A. Here is my answer to question 1, a very good question that has its roots in human behavior and its answers in the law. Hawaii Revised Statutes Chapter 521 would be the vehicle by which this case would be addressed. Here, it appears that there is a year’s worth of payments from a tenant to a landlord for a fixed amount. These regular payments would be assumed to be for an agreed upon rental unit and the absence of any attempts by the landlord to collect any utilities over that period would certainly help the tenant’s case that utilities were not included over the last year if this were litigated. Subsequently, it is true that if this were litigated the tenant could likely convince the court that a set payment over a year would constitute an agreed upon rental agreement even if there is nothing in writing, especially if no action were taken by the landlord over the past year to collect any additional monies for utilities. If the landlord were attempting to evict the tenant based solely on the tenant’s refusal to pay the back utilities, it is probable that the tenant would prevail since there appears to be sufficient evidence that, although not in writing, a “rental agreement” did exist and there is a history of uninterrupted payments to the landlord with no effort or complaint by the landlord to collect rents for additional utilities.
However, retaliatory evictions more often concern themselves with a landlord’s attempt to evict a tenant who may have informed a third party (the building department or health department, perhaps) of a building violation or health concern which then causes the landlord to be put on notice or incur unanticipated costs to correct a problem that legitimately exists in the landlord’s rental unit. An incensed landlord might “retaliate” by evicting the tenant or increasing the tenant’s rent specifically as a result of the tenant’s actions.

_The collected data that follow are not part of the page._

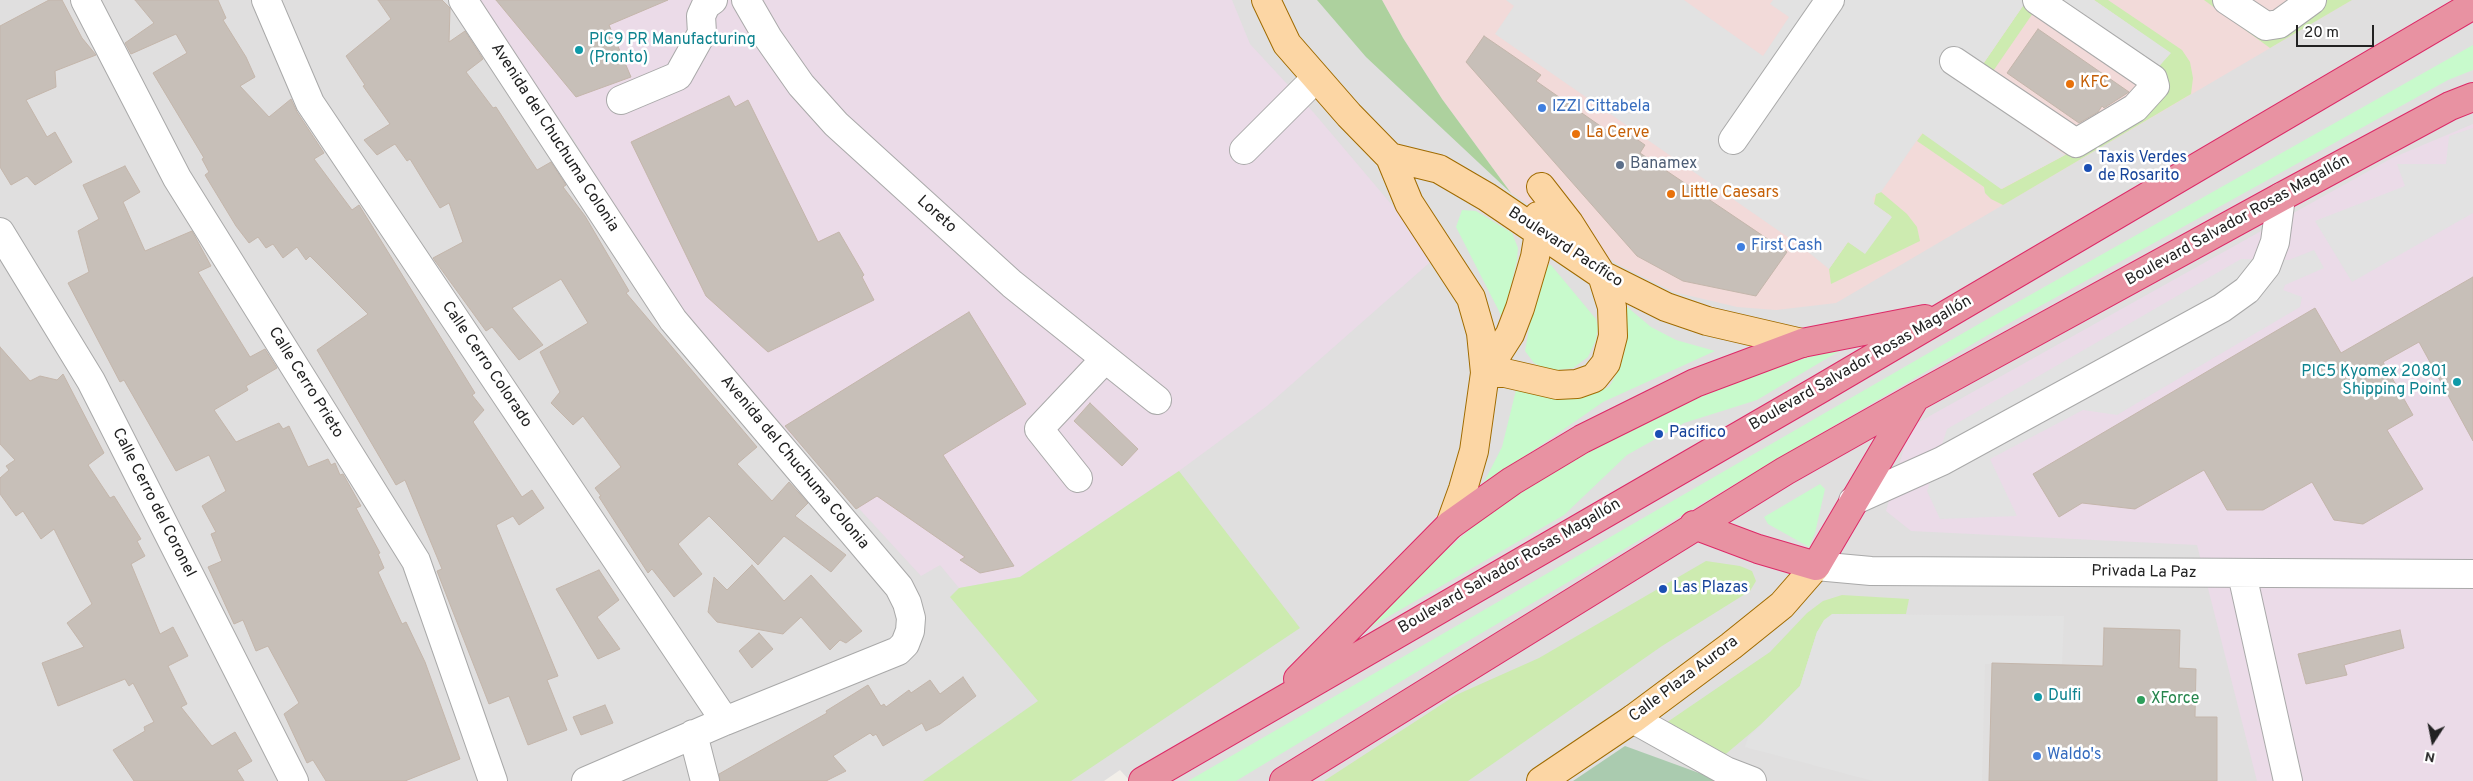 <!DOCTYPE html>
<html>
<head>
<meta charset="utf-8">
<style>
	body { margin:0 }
	#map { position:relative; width:2473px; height:781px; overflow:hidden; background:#f2efe9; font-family:Overpass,sans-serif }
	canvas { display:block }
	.north { position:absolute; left:2408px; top:716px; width:50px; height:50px; -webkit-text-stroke:4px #fff; paint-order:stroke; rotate:191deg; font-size:14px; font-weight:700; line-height:20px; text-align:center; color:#222 }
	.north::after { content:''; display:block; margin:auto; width:18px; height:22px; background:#222; clip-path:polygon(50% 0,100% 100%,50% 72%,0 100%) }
	.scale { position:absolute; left:2296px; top:25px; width:78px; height:22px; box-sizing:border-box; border:2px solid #222; border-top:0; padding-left:6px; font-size:15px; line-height:18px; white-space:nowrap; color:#222; -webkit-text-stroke:4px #fff; paint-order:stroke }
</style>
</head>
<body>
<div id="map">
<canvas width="2473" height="781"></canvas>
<div class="north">N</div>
<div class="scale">20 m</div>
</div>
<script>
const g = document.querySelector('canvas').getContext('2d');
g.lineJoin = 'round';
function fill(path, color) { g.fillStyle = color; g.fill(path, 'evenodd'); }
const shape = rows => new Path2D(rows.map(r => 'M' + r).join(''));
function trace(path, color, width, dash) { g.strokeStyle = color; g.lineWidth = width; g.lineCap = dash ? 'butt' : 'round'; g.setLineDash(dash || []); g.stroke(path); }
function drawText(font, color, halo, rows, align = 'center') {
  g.font = font + ' Overpass,sans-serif'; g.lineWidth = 5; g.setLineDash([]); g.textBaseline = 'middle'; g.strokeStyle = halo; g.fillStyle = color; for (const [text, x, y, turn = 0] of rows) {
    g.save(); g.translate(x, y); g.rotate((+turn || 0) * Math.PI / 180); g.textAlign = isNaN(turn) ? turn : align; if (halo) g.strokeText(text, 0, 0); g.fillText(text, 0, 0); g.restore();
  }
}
fill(shape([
	[0,0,2473,0,2473,781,1130,781,1120,770,1104,781,0,781]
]), '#e0dfdf');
fill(shape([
	[1382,0,2352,0,1836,303,1776,310,1737,307,1674,292,1619,265,1511,193,1442,99,1403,38]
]), '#f2dad9');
fill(shape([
	[476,0,1232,0,1250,44,1314,113,1436,257,1267,406,1179,471,1020,577,959,588,940,565,921,576,690,325,571,136],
	[2473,124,2473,781,2257,781,2197,545,1911,531,1886,511,1910,427,2392,158]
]), '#ebdbe8');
fill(shape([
	[2027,0,2042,0,1978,93,1968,86],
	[2094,0,2108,0,2182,50,2190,62,2193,78,2191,94,2003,205,1991,199,1985,193,1984,187,1917,141,1923,133,2002,189,2065,155,2162,97,2154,72,2170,53],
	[2204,0,2217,0,2262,31,2321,0,2352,0,2270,48],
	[1881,192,1907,214,1917,227,1920,241,1831,284,1829,269,1848,242,1865,253,1891,216,1874,204,1876,194],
	[1179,471,1300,628,1071,781,923,781,1038,701,950,597,959,588,1020,577],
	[1706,561,1740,566,1752,571,1756,581,1750,591,1662,646,1468,781,1324,781,1456,695,1539,658],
	[1842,595,1909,599,1906,614,1833,614,1817,632,1800,686,1771,716,1721,758,1660,727,1770,652,1807,613,1823,601]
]), '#cdebb0');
fill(shape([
	[1317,0,1382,0,1403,38,1442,99,1511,193,1366,57]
]), '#add19e');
fill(shape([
	[1625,746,1721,781,1573,781]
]), '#aacbaf');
fill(shape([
	[2473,45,2473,70,2448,80,1988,335,1463,644,1236,781,1188,781,1984,321],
	[1462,210,1476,211,1512,233,1518,248,1517,260,1503,319,1456,227],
	[1551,265,1596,319,1598,327,1596,340,1588,357,1573,368,1550,371,1534,363,1525,351,1539,273,1544,266],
	[1626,306,1651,327,1676,340,1715,351,1603,402,1482,486,1502,447,1517,386,1543,396,1584,396,1609,387,1620,368,1625,350],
	[1846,347,1757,400,1684,423,1627,455,1564,515,1291,673,1374,615,1477,523,1535,477,1678,405,1778,366],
	[1820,484,1825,489,1815,533,1809,547,1768,524,1764,517]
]), '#c8facc');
fill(shape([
	[1506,0,1684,0,1763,56,1789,17,1770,4,1773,0,2027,0,1968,86,2065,155,2001,189,1922,133,1881,192,1876,194,1873,198,1874,204,1892,217,1865,254,1848,242,1829,269,1802,247,1495,34,1514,6],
	[2044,0,2094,0,2171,53,2154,72],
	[2473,128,2473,213,2352,282,2315,221,2405,186,2397,164,2446,164,2449,136],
	[2314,250,2324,268,2285,285,2283,290,2302,297,2300,307,2117,415,2083,410,1990,459,2017,516,1940,519,1927,491,1947,429,2241,259,2289,260],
	[1832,614,2064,616,2062,665,1985,664,1982,781,1873,781,1745,747,1748,737,1800,686,1817,632,1824,620]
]), '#e2e2e2');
const building = shape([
	[49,0,62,0,82,38,96,55,55,71,56,87,26,100,47,137,55,132,72,162,35,185,27,176,11,185,0,167,0,26,49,0],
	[135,0,218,0,226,18,223,20,246,57,255,77,240,86,269,117,291,99,297,112,324,153,314,159,352,210,359,205,475,393,472,395,484,410,473,422,522,497,532,490,544,508,519,525,513,516,496,525,558,676,547,680,567,730,528,745,509,696,489,704,437,571,442,569,405,480,396,485,317,350,368,314,310,256,306,260,297,247,283,258,273,244,266,248,258,237,249,243,236,226,205,175,209,172,202,159,204,158,153,73,187,53,176,34,131,54,125,43,154,23,135,0],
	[378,0,442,0,450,8,449,42,465,31,483,59,466,72,493,108,496,107,537,170,551,162,566,185,563,187,585,216,629,291,626,293,757,447,737,464,772,501,789,482,808,503,795,516,846,555,831,572,784,536,758,565,709,516,678,544,702,574,674,597,652,569,648,573,599,497,601,496,595,488,621,467,583,416,573,425,551,403,560,392,540,352,588,323,561,279,512,308,543,345,519,360,492,327,486,331,433,258,463,242,449,203,440,208,410,159,407,161,395,144,377,155,364,140,390,124,363,86,365,85,346,56,391,19,378,0],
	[496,0,668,0,609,25,631,77,576,97,496,0],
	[2038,29,2129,92,2104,108,2102,106,2098,112,2079,123,2007,73,2038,29],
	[1484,36,1541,75,1536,81,1609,132,1615,124,1645,145,1640,153,1787,252,1756,296,1683,281,1637,256,1466,62,1484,36],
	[729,96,735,107,748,100,818,242,839,232,864,275,862,277,874,300,768,352,706,296,631,142,729,96],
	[125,166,140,192,123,202,145,251,192,231,211,266,198,272,250,357,265,349,277,368,246,386,248,390,214,410,236,442,279,423,283,429,289,426,308,467,328,459,331,465,335,463,340,475,343,474,361,506,356,508,380,553,378,554,384,568,378,572,402,624,406,622,425,662,460,759,405,781,326,781,313,760,307,763,284,714,299,703,268,646,256,651,243,620,234,624,208,567,222,561,211,534,216,532,202,506,226,491,209,455,176,471,124,380,120,382,68,283,89,272,78,231,99,219,83,185,125,166],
	[2473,277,2473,441,2419,342,2383,362,2413,415,2387,430,2423,489,2363,524,2334,520,2312,482,2263,510,2227,510,2204,470,2135,509,2082,503,2059,517,2033,474,2315,308,2341,353,2473,277],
	[969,312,1026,404,943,455,1014,566,980,573,960,560,965,557,877,496,856,509,785,426,969,312],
	[0,347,30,381,40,376,57,380,63,374,104,453,88,465,110,498,114,496,141,539,137,541,145,556,131,564,160,634,173,627,188,656,168,666,187,704,181,707,212,746,235,732,252,761,237,770,244,781,134,781,113,750,145,731,144,727,154,722,133,683,129,686,125,679,58,706,42,663,84,647,67,623,92,604,54,529,41,539,23,511,16,516,0,494,0,478,9,470,6,466,15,460,0,444,0,347],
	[1090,403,1138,449,1122,466,1074,421,1090,403],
	[752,565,784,601,811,575,862,631,846,643,840,640,830,650,801,617,783,634,717,622,708,612,714,577,727,590,752,565],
	[599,570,619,600,597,617,620,649,598,659,556,589,599,570],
	[2104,628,2180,630,2179,668,2196,669,2195,717,2217,717,2217,781,1989,781,1992,663,2103,666,2104,628],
	[2400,630,2404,648,2344,665,2347,675,2306,684,2298,654,2400,630],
	[759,633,773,649,752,668,739,651,759,633],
	[963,677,976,696,940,724,926,731,922,723,883,746,876,734,873,736,870,733,833,756,846,771,826,781,720,781,719,774,827,713,826,711,868,685,881,706,884,704,886,707,909,690,911,693,930,680,940,694,963,677],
	[605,705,613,723,581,735,573,717,605,705]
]);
fill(building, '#c7bfb8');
trace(building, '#c4b6ab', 1);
const minor = shape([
	[85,0,177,178,416,561,493,781],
	[266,0,310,103,725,721],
	[463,0,673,320,899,587,907,603,911,618,910,631,905,644,898,651,725,721,586,781],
	[746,0,768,38,801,85,836,124,1012,284,1157,400],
	[2227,0,2266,26,2279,24,2312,0],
	[1954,61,2076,143,2135,108,2155,86,2153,79,2037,0],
	[621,100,678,76,702,33,701,16,706,5,713,0],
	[1733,140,1830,0],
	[1244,150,1316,78],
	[0,232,91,381,294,781],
	[1078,478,1039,429,1105,359],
	[1853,501,1942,461,2222,308,2247,290,2266,266,2275,242,2281,197],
	[1816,566,1871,571,2473,574],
	[2242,574,2288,781],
	[1633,719,1726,771,1752,781],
	[693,734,705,781]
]);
const major = shape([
	[1266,0,1287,44,1349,115,1390,157,1409,203,1471,298,1481,333,1485,373,1474,451,1463,489,1450,525],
	[1390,157,1439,169,1487,197,1602,275,1666,307,1707,321,1802,343],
	[1485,373,1505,373,1557,385,1577,384,1594,378,1606,363,1613,336,1612,307,1602,275,1569,223,1541,187],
	[1485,373,1510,334,1520,308,1535,257,1539,233,1538,216],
	[1541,781,1633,719,1731,646,1782,605,1816,566]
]);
const highway = shape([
	[1694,525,1758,549,1816,566,1915,398],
	[1298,679,1450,525,1512,481,1582,439,1695,383,1802,343,1925,319],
	[1143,781,1820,389,2473,5],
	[1284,781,1785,471,1916,397,2281,197,2450,106,2473,97]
]);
trace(minor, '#a9a9a9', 30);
trace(major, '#a06b00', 30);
trace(highway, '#dc2a67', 30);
trace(minor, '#fff', 28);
trace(major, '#fcd6a4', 28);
trace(highway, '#e892a2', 28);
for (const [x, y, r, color] of [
	[579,50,5,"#0f9aa8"],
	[2070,84,5,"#e8710a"],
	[1542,108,5,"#3f7fe0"],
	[1576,134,5,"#e8710a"],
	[1620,165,5,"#5c6f8a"],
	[2088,168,5,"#1a4fb4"],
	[1671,194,5,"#e8710a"],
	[1741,247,5,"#3f7fe0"],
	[2457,382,5,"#0f9aa8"],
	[1659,434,5,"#1a4fb4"],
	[1663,589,5,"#1a4fb4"],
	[2038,697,5,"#0f9aa8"],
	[2141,700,5,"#2e9e5b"],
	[2037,756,5,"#3f7fe0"]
]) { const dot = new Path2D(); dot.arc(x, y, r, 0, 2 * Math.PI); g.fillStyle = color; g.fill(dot); trace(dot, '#fff', 2); }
drawText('16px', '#0d838f', '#fff', [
	["PIC9 PR Manufacturing",589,41],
	["(Pronto)",589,59],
	["PIC5 Kyomex 20801",2447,373,"right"],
	["Shipping Point",2447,391,"right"],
	["Dulfi",2048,697]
], 'left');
drawText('16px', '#c56008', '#fff', [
	["KFC",2080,84],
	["La Cerve",1586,134],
	["Little Caesars",1681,194]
], 'left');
drawText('16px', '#366cbe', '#fff', [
	["IZZI Cittabela",1552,108],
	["First Cash",1751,247],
	["Waldo's",2047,756]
], 'left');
drawText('16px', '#222', '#fff', [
	["Avenida del Chuchuma Colonia",554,138,57],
	["Loreto",936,215,42],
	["Boulevard Salvador Rosas Magallón",2238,221,-29],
	["Boulevard Pacífico",1565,248,33],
	["Boulevard Salvador Rosas Magallón",1861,364,-30],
	["Calle Cerro Colorado",486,365,56],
	["Calle Cerro Prieto",305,383,58],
	["Avenida del Chuchuma Colonia",794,463,50],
	["Calle Cerro del Coronel",153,503,63],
	["Boulevard Salvador Rosas Magallón",1510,567,-30],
	["Privada La Paz",2144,573,1],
	["Calle Plaza Aurora",1684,680,-37]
]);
drawText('16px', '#164399', '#fff', [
	["Taxis Verdes",2098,159],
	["de Rosarito",2098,177],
	["Pacifico",1669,434],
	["Las Plazas",1673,589]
], 'left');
drawText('16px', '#4e5e75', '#fff', [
	["Banamex",1630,165]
], 'left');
drawText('16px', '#27864d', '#fff', [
	["XForce",2151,700]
], 'left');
</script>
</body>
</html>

That said, in defense of the landlord in this case, it should be noted that when there is no written rental agreement in place or if a rental agreement has expired and both parties agree that the tenant will remain, the Hawaii Revised Statutes considers that the relationship is or has become a month-to-month rental agreement.
Here, because no written rental agreement exists, the landlord does have the right to terminate or modify the lease or raise the rent or enact rental inclusions or changes (utilities, yard service, etc.) with a written forty-five day notice and be within his legal rights to do so without justification to the tenant, generally in spite of any previous rental agreements or history.
Specific to this case, and to answer the second question, a tenant does have recourse when a forty-five day notice to terminate a verbal agreement is not provided or is improperly provided by the landlord. That recourse is generally to advise the landlord that the landlord is required to provide a forty-five day notice and that failure to do so may result in litigation. Conversely, however, a tenant does not have any recourse when a forty-five day notice is properly provided in writing and the landlord is in compliance with all requirements set forth in the Hawaii Revised Statues Chapter 521.